The primary purpose of a firefighters lift is to provide access for the FRS to the scene of operations i.e., a compartment on a higher level (normally, but could be lower). The lift allows the FRS to establish sufficient resources and levels of control to fight a fire and/or effect a rescue quicker than would be experienced without such access. This also reduces the physiological impact on firefighters in establishing those resources, facilitating a more efficient and effective response. This is why the firefighters lift is one of the required methods established in statutory, and other, guidance provided in support of meeting the functional requirements of the Building Regulations (as amended), specifically B5 - Access and Facilities for the Fire Service.
A firefighters lift is not primarily provided to evacuate persons who require assistance in evacuation
A firefighters lift is not primarily provided to evacuate persons who require assistance in evacuation, nor is this the responsibility of the FRS. It is the responsibility of the Responsible Person under the Regulatory Reform (Fire Safety) Oder 2005 (acknowledging devolved UK administrations may differ), and should be recorded in their fire risk assessment.

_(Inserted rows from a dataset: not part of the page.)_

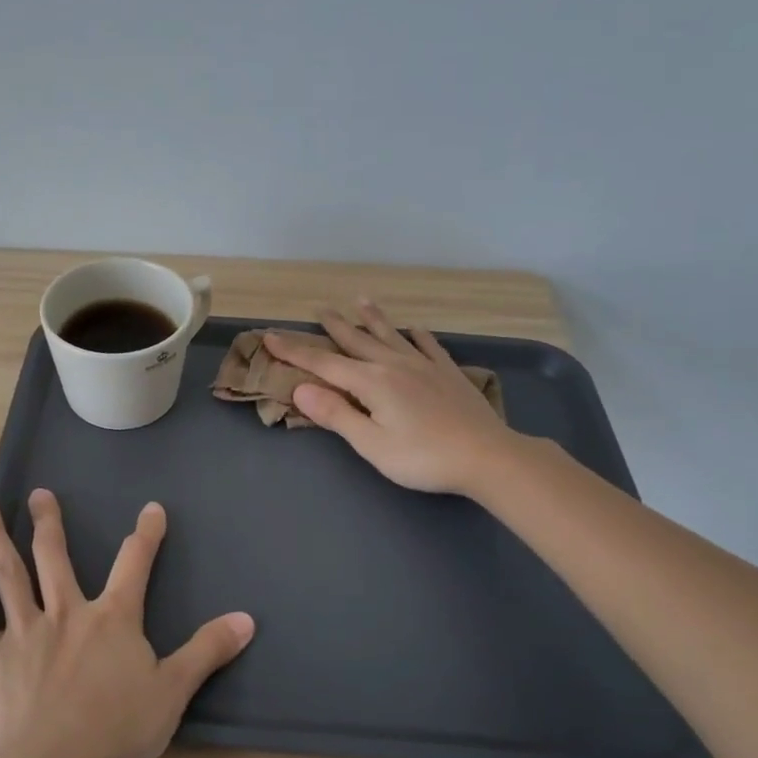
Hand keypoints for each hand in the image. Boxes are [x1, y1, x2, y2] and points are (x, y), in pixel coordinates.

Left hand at [0, 490, 254, 757]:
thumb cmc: (116, 732)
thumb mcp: (173, 691)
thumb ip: (207, 651)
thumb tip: (247, 619)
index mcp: (111, 619)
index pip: (134, 564)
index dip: (146, 535)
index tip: (152, 509)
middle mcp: (66, 613)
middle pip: (55, 557)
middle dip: (49, 522)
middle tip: (39, 493)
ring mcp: (25, 632)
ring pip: (8, 574)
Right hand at [265, 300, 527, 495]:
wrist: (487, 456)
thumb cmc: (423, 458)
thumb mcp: (371, 444)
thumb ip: (336, 415)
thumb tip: (301, 389)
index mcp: (372, 383)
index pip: (324, 364)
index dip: (295, 352)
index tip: (271, 336)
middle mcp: (395, 365)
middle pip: (357, 341)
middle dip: (334, 326)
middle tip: (319, 308)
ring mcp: (425, 366)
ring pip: (392, 336)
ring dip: (374, 319)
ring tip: (362, 300)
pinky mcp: (448, 374)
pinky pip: (428, 346)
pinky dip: (417, 335)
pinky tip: (415, 330)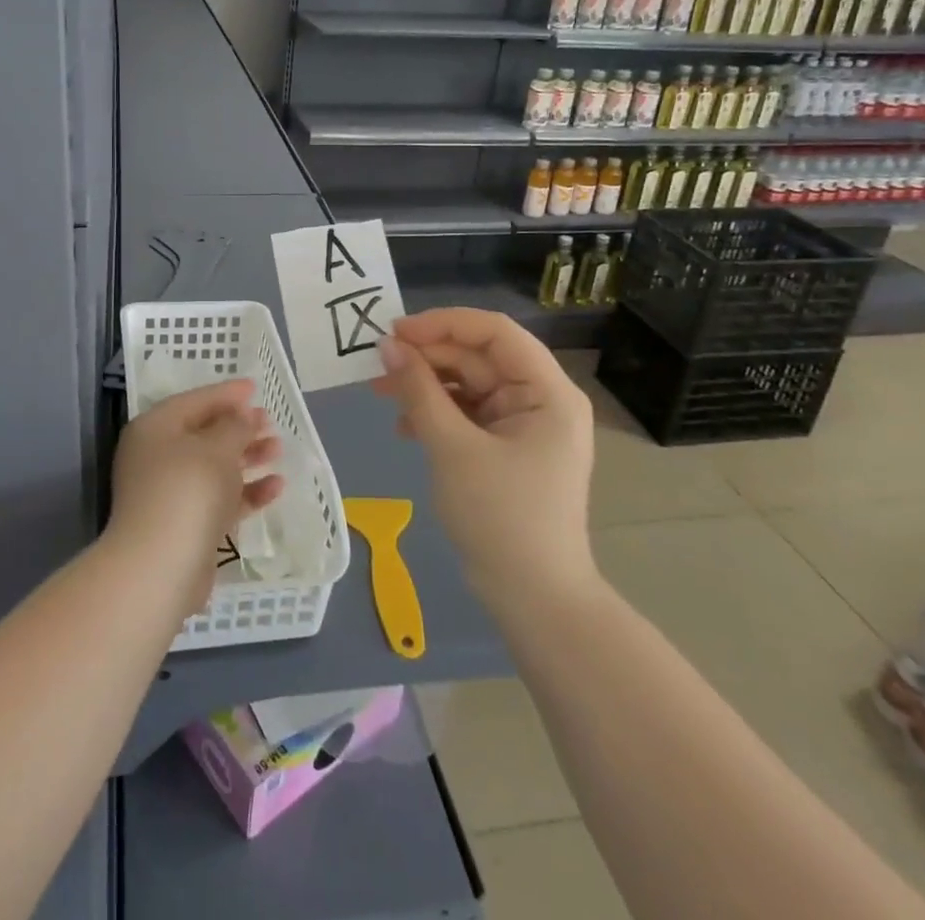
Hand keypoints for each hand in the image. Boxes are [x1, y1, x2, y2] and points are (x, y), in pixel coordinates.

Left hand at [109, 380, 284, 614]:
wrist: (161, 566)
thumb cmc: (188, 489)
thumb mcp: (217, 447)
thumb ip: (234, 426)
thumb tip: (241, 416)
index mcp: (155, 428)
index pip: (195, 401)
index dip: (226, 393)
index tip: (255, 388)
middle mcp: (157, 457)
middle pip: (204, 434)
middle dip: (239, 427)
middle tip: (270, 421)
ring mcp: (170, 493)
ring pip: (214, 467)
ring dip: (246, 457)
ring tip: (278, 449)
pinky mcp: (186, 525)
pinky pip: (220, 498)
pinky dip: (246, 491)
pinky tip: (276, 486)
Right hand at [372, 308, 597, 602]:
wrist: (534, 600)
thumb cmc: (501, 517)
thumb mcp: (452, 448)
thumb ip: (419, 391)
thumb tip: (387, 345)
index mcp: (546, 391)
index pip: (495, 332)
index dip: (443, 324)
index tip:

However, if the incident in question, acknowledging every operational incident will be different, allows for the firefighters lift to be used for evacuation under the direction of the FRS who must remain in control at all times, where prior consultation with the FRS has taken place, this may be appropriate. However, if the lift is then needed operationally by the FRS its use as an evacuation aid will be removed.

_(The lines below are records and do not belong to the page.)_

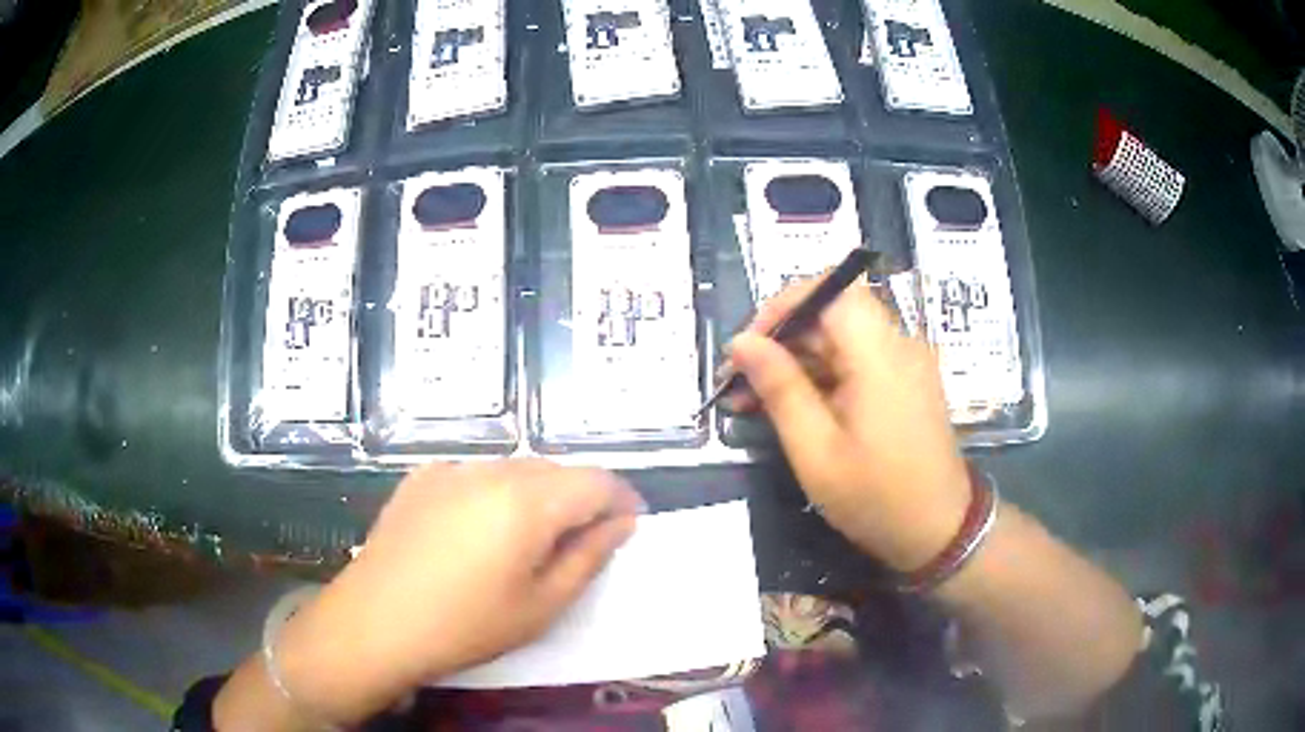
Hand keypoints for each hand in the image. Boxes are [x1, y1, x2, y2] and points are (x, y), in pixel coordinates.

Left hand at [272, 460, 642, 723]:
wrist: (375, 622)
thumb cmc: (466, 625)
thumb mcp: (542, 604)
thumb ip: (589, 556)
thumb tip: (619, 523)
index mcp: (528, 499)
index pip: (597, 480)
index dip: (622, 501)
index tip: (627, 529)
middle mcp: (491, 468)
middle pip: (556, 470)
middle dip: (579, 500)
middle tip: (579, 545)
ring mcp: (450, 467)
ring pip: (515, 469)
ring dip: (537, 496)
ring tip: (526, 542)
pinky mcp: (421, 476)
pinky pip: (476, 475)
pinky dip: (494, 494)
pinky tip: (477, 532)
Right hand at [726, 278, 970, 572]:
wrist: (940, 532)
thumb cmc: (877, 498)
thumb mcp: (816, 451)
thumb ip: (779, 389)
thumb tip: (742, 343)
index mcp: (879, 354)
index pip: (829, 289)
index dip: (782, 306)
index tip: (747, 346)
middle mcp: (897, 344)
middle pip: (832, 313)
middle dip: (782, 340)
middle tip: (739, 382)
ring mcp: (905, 363)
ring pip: (841, 338)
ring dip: (797, 361)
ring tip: (752, 401)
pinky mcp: (905, 383)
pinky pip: (857, 361)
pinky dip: (822, 377)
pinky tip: (791, 409)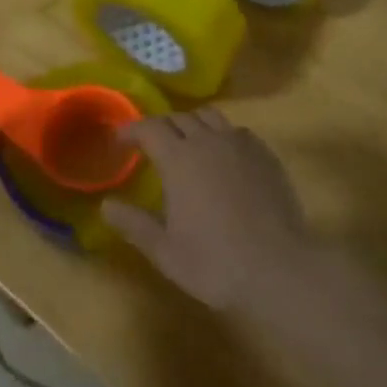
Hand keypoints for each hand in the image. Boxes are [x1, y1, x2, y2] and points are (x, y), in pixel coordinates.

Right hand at [101, 108, 313, 312]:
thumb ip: (133, 223)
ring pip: (211, 117)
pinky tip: (223, 159)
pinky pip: (238, 132)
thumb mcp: (164, 250)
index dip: (132, 130)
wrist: (279, 269)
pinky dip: (222, 136)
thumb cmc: (214, 262)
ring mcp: (241, 145)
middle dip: (161, 126)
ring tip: (188, 145)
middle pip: (180, 117)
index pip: (150, 127)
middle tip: (152, 145)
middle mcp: (209, 141)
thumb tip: (106, 205)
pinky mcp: (266, 156)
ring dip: (193, 124)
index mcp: (179, 158)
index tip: (120, 140)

Standard under development
Currently in development is BS EN 81-76 Safety rules for the construction and installation of lifts - Particular applications for passengers and goods passenger lifts. - Part 76: Evacuation of persons with disabilities using lifts, with all comments from members states currently being considered by the overseeing European working group. Given the rules surrounding drafting, comments, resolution and publishing etc., it is unlikely this will be published before well into 2023. It is anticipated that the sizing, capacity and number of evacuation lifts required will need to be considered in each individual building’s strategy, including fire, as it is not possible to set prescriptive rules in a standard given the needs will be dictated by the proposed, and reasonably foreseeable, occupancy of every premises.

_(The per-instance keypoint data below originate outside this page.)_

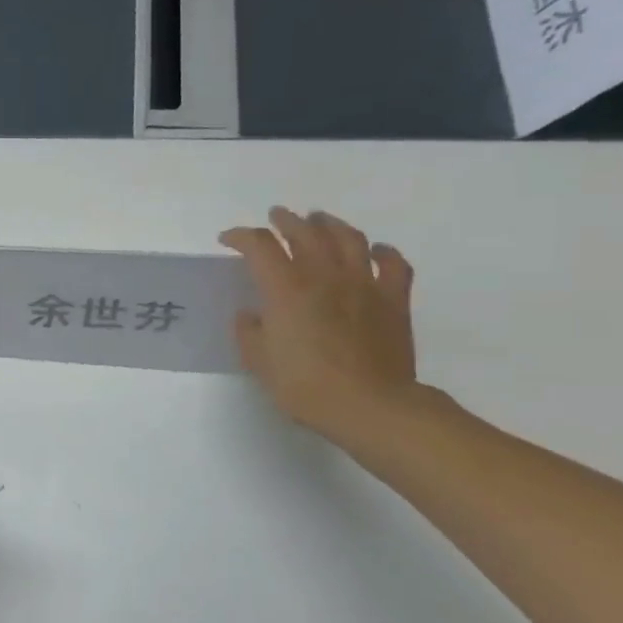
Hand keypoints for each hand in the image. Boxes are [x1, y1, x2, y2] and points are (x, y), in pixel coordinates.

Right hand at [220, 207, 419, 443]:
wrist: (370, 405)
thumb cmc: (304, 385)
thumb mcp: (258, 361)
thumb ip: (249, 331)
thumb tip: (252, 314)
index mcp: (285, 289)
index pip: (259, 246)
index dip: (241, 237)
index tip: (228, 240)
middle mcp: (324, 276)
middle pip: (305, 233)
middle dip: (286, 221)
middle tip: (276, 217)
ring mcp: (364, 284)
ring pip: (349, 239)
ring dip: (330, 224)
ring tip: (320, 220)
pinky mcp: (394, 300)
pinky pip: (393, 265)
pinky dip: (383, 252)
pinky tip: (375, 250)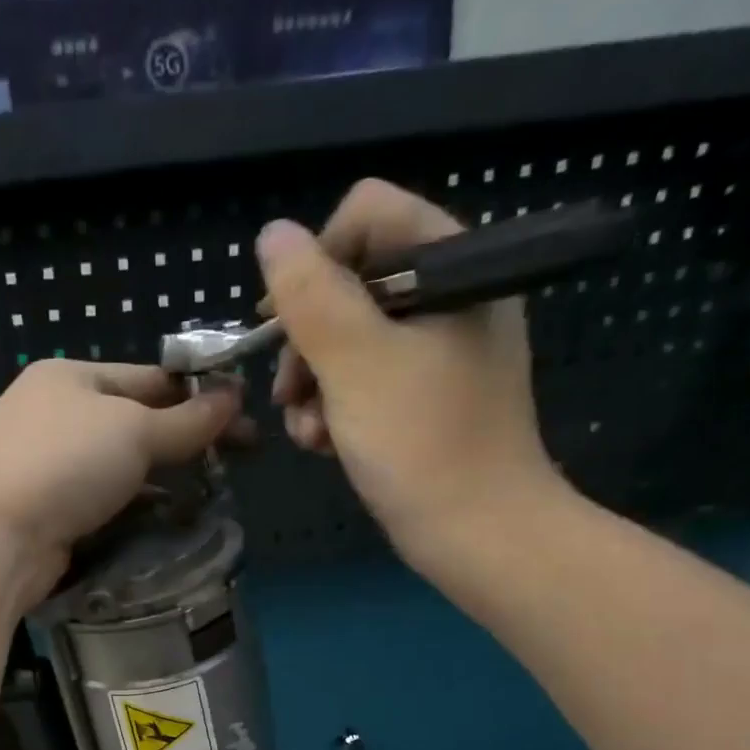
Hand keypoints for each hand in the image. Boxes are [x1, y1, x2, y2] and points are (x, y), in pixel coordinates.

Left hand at [0, 359, 242, 604]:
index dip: (198, 394)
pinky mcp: (47, 512)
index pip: (149, 377)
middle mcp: (55, 415)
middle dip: (185, 439)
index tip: (243, 418)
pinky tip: (166, 518)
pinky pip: (104, 502)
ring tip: (211, 491)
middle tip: (238, 459)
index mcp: (70, 377)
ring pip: (120, 466)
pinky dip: (135, 507)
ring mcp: (47, 466)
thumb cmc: (63, 463)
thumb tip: (234, 398)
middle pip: (135, 422)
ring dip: (163, 476)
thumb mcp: (133, 430)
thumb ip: (186, 419)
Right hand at [259, 179, 568, 578]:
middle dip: (308, 341)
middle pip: (351, 283)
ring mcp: (438, 351)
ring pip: (349, 340)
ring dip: (314, 385)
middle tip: (290, 392)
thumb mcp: (355, 362)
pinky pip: (365, 381)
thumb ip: (310, 294)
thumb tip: (272, 234)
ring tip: (309, 431)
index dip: (314, 262)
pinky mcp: (424, 397)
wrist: (476, 533)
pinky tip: (324, 445)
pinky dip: (336, 409)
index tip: (282, 323)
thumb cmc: (420, 442)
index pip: (367, 216)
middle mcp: (448, 296)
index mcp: (451, 265)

It is also acknowledged the current version BS EN 81-72:2020 Safety rules for the construction and installation of lifts. Particular applications for passenger and goods passenger lifts. Firefighters lifts, has a minimum sizing and capacity for a firefighters lift. This is not the recommended size but is seen by many as the default. When the current version undergoes a review, there will be an opportunity for everyone to pass comment on any existing text or proposed changes, which may include the need to consider current firefighting practices and equipment to ensure the provisions remain fit for purpose. An interesting paper and presentation on the development of this standard, Challenges to Drafting a Standard for the Evacuation of Disabled People Using Lifts, was given at the Lift and Escalator Symposium in 2022.
Number of lifts
The Expert Panel also agree there is an issue regarding Design Teams not adequately considering the number of lifts needed. While the reporter doesn't appear to be indicating whether the type of building they are referring to is commercial or residential, as each would come with different challenges, the Panel support the inference that evacuation of mobility impaired occupants is currently poorly accounted for within the design development stage. More should be done to practically support the Responsible Person in fulfilling their duties once the building becomes occupied. This concept of refuges and assisted egress is changing very rapidly, at least in London. The London Plan, policy D5, requires at least one evacuation lift at each core in addition to any firefighters lift, and the quantity should be justified by the number of people who may need to use them, as the reporter suggests.